There was no food and no water. The men scavenged snow from the sides of the car. There was nowhere to relieve themselves. All of this continued for six days, until they reached the concentration camp at Berga.
“When we got to Berga, well, they took us to the cremation center to bathe us,” Acevedo said. “We didn’t know that that was for bathing. We thought they were going to cremate us.”
The US soldiers passed corpses of gassed prisoners.
“They took us to the gas chambers. They took us there and we saw the tubings, the pipes, up ahead. One was for gas. The other one was for water.”
The soldiers were lucky, and only got showers.
But Acevedo said that incident alone broke some of the men.
Then began a brutal life of slave labor, digging tunnels of hard rock, and all on starvation rations. Within a week, the soldiers started dying. Any caught trying to escape — like Goldstein — were executed.
Acevedo started his diary, slipping it inside his pants to hide it from the Germans. It included a list of those who perished.
In early April 1945, with the allies closing in and snow still on the ground, the Germans ordered the emaciated prisoners out of the camp. They were forced to march for more than 200 miles — a death march. Men were dropping all the time. They used a cart to carry those who couldn’t move and those who died were simply left where they fell.
On several occasions, the GIs saw groups of massacred civilians and even witnessed a massacre taking place.
“Up ahead we noticed that the Germans were slaughtering political prisoners,” said Acevedo. “We called them political prisoners, but turned out to be they were Jewish fellows and families: children, mothers and older fellows.”
After more than two weeks, very suddenly most of the guards fled. US tanks soon appeared.
“God! God liberated us,” recalled Acevedo. “And all the fellows cried, and some kneeled down and cried and kissed the ground because [of] the liberation.”
Their rescuers refused to believe they were Americans at first. Acevedo was 5’10” but he was down to just 87 lbs. He remembers how he was pulled up onto the American tank “like a rag doll.” His buddy Norm also made it. He was 6’4” and down to 86 lbs.

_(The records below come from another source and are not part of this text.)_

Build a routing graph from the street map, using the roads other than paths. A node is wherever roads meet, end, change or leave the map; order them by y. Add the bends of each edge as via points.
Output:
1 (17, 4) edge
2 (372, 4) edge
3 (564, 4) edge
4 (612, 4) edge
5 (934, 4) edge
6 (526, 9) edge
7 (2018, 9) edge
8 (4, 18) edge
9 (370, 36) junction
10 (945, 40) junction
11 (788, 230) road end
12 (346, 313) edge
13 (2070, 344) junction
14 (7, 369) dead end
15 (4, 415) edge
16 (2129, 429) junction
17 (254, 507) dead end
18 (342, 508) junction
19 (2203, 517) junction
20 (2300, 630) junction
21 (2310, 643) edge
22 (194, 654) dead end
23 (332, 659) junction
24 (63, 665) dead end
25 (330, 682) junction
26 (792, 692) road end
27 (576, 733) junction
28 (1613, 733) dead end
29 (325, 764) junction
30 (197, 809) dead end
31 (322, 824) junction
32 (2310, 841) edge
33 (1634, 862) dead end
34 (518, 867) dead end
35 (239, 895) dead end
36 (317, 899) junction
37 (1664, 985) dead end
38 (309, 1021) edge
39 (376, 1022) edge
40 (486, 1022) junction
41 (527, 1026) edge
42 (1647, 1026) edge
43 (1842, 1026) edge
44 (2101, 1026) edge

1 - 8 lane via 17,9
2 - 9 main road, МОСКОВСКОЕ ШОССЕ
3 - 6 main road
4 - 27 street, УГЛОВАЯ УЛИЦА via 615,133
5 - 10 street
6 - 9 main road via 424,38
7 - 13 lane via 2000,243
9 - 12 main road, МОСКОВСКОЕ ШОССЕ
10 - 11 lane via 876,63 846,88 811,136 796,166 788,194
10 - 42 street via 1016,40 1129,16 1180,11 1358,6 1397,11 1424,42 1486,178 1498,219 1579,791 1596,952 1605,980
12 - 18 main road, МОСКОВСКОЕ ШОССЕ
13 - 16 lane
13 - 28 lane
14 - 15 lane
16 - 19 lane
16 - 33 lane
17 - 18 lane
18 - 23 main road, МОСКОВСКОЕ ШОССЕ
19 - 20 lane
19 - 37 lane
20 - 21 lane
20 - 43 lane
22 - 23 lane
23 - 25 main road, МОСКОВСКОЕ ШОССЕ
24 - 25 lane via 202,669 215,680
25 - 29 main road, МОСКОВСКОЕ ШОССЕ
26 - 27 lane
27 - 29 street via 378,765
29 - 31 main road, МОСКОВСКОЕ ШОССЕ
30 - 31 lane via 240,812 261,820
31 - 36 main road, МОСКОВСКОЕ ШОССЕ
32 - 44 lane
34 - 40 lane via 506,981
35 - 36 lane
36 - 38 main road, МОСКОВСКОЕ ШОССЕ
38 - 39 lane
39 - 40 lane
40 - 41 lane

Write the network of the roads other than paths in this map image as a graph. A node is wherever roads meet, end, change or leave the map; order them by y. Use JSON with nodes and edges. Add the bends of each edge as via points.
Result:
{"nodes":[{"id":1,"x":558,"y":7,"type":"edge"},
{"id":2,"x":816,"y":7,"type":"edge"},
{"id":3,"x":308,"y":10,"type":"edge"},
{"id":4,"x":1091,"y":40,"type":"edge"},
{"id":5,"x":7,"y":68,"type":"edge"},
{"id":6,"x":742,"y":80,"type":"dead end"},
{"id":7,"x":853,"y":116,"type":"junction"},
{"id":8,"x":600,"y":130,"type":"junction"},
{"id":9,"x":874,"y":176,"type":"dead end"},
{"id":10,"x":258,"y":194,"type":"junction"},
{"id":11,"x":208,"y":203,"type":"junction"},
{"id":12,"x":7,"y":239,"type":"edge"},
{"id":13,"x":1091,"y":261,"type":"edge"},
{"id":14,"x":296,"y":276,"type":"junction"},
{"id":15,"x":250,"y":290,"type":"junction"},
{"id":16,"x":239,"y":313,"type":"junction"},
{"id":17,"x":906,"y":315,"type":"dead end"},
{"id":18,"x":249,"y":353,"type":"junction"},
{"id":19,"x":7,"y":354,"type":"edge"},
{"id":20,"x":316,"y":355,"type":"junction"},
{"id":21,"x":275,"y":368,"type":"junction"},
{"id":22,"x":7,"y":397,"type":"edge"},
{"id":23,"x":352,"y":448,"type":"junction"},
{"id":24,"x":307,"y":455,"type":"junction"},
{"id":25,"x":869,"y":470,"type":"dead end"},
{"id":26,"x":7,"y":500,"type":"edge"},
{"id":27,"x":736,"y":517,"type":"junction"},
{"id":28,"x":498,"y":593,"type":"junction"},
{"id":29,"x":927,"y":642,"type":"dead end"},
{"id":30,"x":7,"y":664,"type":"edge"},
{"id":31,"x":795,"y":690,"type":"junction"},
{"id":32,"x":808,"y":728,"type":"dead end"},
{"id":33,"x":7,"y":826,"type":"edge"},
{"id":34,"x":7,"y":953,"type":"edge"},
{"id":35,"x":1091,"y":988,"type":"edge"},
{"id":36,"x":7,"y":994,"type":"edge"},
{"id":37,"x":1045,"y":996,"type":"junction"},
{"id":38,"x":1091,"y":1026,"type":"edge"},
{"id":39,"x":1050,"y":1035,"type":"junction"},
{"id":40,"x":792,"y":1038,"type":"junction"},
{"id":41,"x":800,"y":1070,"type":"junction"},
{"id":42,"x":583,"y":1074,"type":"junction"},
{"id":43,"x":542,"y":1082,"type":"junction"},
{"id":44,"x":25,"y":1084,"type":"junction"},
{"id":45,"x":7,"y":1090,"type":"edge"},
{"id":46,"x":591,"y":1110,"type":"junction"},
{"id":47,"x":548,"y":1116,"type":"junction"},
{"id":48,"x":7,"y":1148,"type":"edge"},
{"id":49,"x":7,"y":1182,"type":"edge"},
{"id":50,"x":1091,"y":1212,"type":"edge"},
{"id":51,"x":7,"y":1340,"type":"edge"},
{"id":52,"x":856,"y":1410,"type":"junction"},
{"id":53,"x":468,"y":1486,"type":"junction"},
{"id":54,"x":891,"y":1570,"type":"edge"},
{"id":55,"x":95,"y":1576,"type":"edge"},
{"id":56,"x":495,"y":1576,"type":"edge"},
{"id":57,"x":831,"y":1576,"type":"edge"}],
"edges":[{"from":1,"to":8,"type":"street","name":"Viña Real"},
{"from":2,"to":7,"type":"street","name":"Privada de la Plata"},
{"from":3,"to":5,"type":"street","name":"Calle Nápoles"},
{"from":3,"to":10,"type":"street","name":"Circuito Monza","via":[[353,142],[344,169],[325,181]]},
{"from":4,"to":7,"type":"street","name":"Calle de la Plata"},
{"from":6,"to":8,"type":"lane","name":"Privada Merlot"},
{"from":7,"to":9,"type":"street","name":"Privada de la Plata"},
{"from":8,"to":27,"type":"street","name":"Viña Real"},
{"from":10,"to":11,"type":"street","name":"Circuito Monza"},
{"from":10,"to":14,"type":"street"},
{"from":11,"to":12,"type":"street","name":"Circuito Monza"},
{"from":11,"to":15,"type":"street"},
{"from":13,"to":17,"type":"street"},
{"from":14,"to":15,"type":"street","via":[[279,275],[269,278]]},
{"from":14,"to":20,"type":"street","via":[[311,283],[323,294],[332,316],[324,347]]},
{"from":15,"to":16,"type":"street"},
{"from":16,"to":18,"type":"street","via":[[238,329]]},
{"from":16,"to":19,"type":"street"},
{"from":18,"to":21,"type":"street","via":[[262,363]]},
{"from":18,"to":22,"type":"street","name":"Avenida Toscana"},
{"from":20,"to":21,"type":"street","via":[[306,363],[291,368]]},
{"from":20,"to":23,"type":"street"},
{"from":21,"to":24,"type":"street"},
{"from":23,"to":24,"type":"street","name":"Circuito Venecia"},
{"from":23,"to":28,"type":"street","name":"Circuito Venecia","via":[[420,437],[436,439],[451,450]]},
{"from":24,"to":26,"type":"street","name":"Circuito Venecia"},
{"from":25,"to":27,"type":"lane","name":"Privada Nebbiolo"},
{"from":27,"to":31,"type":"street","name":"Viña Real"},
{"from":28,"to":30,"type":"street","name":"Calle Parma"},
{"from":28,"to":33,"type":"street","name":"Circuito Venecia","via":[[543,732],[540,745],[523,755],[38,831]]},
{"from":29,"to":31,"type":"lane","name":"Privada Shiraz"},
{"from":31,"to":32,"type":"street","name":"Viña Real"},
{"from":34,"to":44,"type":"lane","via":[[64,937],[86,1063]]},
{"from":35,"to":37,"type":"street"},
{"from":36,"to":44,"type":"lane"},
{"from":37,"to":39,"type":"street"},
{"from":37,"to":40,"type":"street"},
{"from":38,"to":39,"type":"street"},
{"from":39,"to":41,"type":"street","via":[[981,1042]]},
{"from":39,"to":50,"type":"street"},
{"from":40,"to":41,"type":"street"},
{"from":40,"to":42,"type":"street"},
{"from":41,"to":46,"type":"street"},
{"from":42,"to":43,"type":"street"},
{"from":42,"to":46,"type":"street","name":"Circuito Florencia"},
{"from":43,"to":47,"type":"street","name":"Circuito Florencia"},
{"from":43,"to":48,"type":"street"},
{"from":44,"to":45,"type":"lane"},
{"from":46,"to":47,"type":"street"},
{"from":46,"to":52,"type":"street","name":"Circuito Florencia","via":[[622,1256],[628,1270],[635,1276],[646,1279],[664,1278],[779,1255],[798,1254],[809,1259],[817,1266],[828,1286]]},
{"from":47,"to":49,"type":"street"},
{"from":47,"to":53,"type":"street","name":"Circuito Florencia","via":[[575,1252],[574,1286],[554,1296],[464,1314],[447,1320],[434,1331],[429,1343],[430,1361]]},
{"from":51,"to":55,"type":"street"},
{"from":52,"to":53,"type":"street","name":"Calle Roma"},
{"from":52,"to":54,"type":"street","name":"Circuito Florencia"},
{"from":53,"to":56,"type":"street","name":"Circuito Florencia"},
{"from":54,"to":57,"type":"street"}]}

They were lucky to survive. According to the Holocaust museum, only about half of the 350 US POWs sent to Berga returned home.
Decades later, the memory of liberation could still bring Tony Acevedo to tears. The excitement, he said, literally killed some of his friends just at the moment of liberation. Others died in the following days, their bodies too weakened to survive.
Acevedo did not become a doctor. His artistic skill led him to a successful career in aerospace design.
He had his troubles, yet his son Fernando remembers how Tony was almost always smiling.
“He was this dancing person,” Fernando said. “He loved to dance. Whether it was the cumbia, you know, from Cuba, or any kind of Latin music, he would just get into this dancing. And he used to do this around the house with my mother, you know, that he was married to for 40 years. He was just jovial. He was happy. He was laughing. He liked to play jokes. He never walked around with a frown.”
Acevedo proudly flew the American flag and the POW flag on his lawn. He was a conservative Republican but according to Fernando, he had recently become concerned that politicians here in the US were pitting people against each other.
“He had a hard time with what he saw going on, especially this last year,” said Fernando. “We would watch the news, and switch it from different stations. He just did not like what he saw.”
Later in life, Tony Acevedo was a frequent guest speaker at schools and colleges across southern California. He wanted to raise awareness, to help prevent anything like the horror he experienced from happening again. He warned students who scoffed that “it could happen.”
He told the students that that there is only one way to fight hate. “They must learn to be able to love more, to understand, and to be to get along with each other, and respect each other, and respect others.”
“Kill them with kindness,” he said. “If they treat you wrong, kill them with kindness.”